Scales

I practice scales a lot. I find it helpful to begin each morning by warming up with long tones and scales. Scales help me get the air going through the instrument. Scales also help homogenize the tone across the various registers of the instrument. When I start on a low note, I try to maintain the initial note’s warmth and richness as I ascend. After reaching the top of the scale, I try to maintain the clarity and focus of the high register while descending. Scales also help improve finger coordination. And, of course, scales are the basis of so much of the music we play, so time spent practicing scales reduces the amount of time needed to practice certain passages in a work by Mozart, for example. Since the way you practice scales will influence the way you play anything on the instrument, it is important to practice scales in a thoughtful and deliberate manner. If you can’t do this, then it’s probably not worth practicing them.

Regular practice teaches the body the necessary movements to execute a particular passage. In the beginning, the movements are clunky and inefficient. But, effective practice helps to streamline these movements, so that they become smooth and efficient. The movements become smaller and smaller. This is how practice enables faster playing. The movements which were initially large and required conscious thought become subtle and automatic. Getting the fingers to move directly from one note to the next in a gentle and streamlined way should be a main goal of practicing scales.
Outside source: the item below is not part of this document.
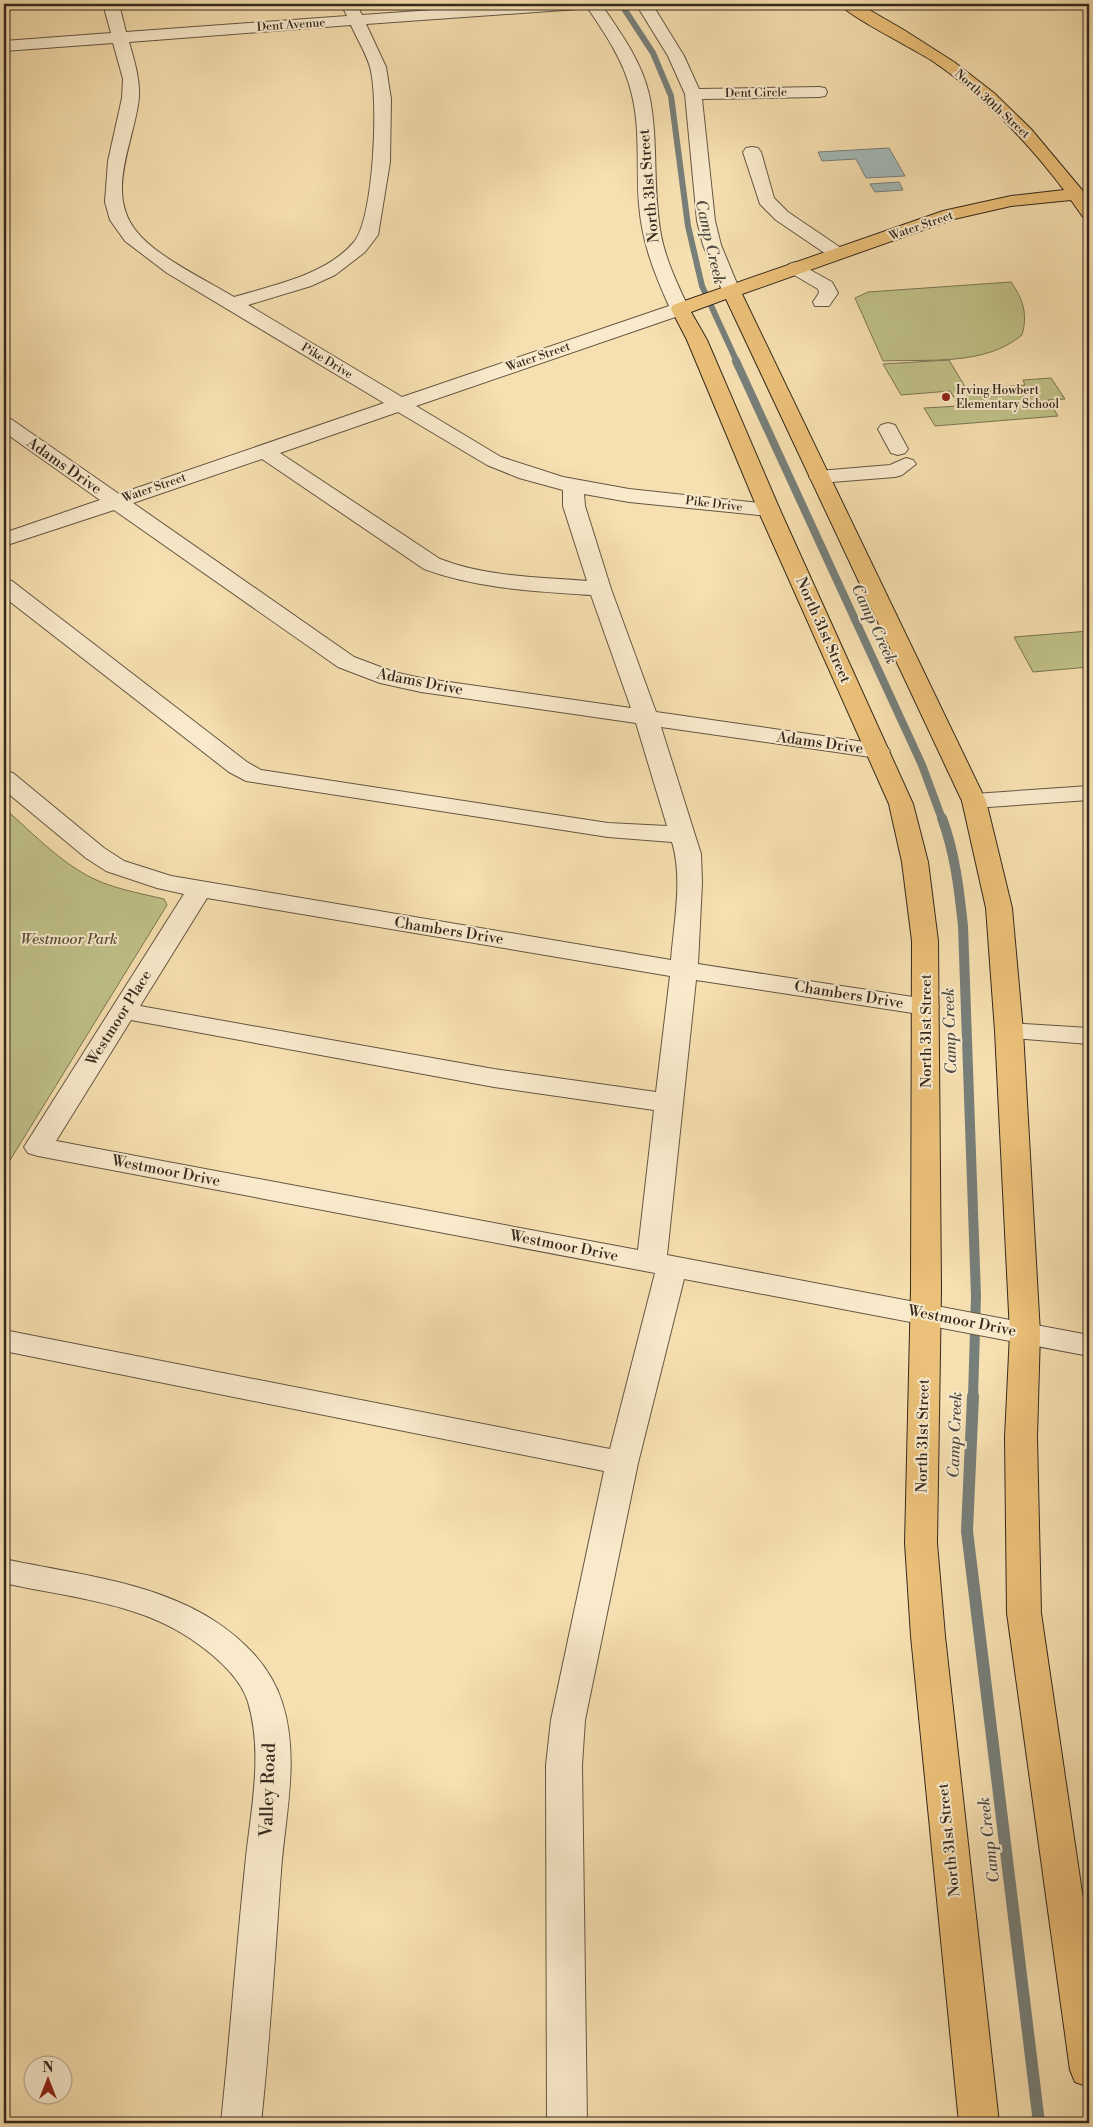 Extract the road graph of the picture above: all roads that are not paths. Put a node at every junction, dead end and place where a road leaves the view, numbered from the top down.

Scales should be practiced slowly and with care taken to ensure that the fingers make only as much movement as they need to reach the next note. This is not so difficult when playing consecutive notes, but it becomes progressively harder as the size of the interval increases. Playing a sixth requires many fingers to move in perfect coordination, and often when the tempo is too fast a player will draw strength (and tension) from the wrist, forearm, or even shoulder to make up for this lack of coordination. When you hear the fingers slapping against the keys and feel the wrist tensing up, it is because the fingers do not have enough strength and coordination to execute the passage at tempo. So slow down the tempo, and reeducate the fingers on the proper movements to make. Fast, effortless technique will only result by practicing slowly with a supple wrist and only as much finger movement as necessary. Any interval can (and should) be practiced this way.

 

Scales are boring, you say?

You get bored when you have done something so many times that you no longer feel that there is a challenge – it is not usually due to mastery, but rather a lack of imagination. So, if you can, identify a new challenge with the scale, and if that is not possible, then change the scale exercise. I started many years ago by playing that single Klosé scale page that gets you through the entire circle of fifths. Then I moved on to all the scales in Baermann Volume three (spending up to two weeks at a time on a single scale with all of its variations like returning scales, scales in thirds, and arpeggios). Now I am working on exercise 5 of Jean-Jean’s Vade Mecum, which combines scales and arpeggios in every key with various articulations. There is a near infinitude of scale exercises out there, so find something new and interesting!

 

What about hand position?

If your hand is large enough, all of the fingers should be curved (including the pinky finger). Never play with flat fingers if it can be avoided. When you play with flat fingers, all of the distance the finger has to travel has to be accomplished in a single joint, the knuckle. With curved fingers, each joint is available for movement, which means that the movement required of any single joint is very small.

 

Whenever I have a lull in my performing schedule and I don’t need to learn anything new for a while, I return to scales. I use the repetitive nature of scales as an opportunity to improve some aspect of my technique. I might spend a couple of weeks of the summer holiday focusing on strengthening the corners of my embouchure so that I don’t leak air, and I will practice only scales while trying to make this improvement. Or if I want to improve my double tonguing, I will again practice it with scales. It is much easier to learn something new if I combine it with something I already know well.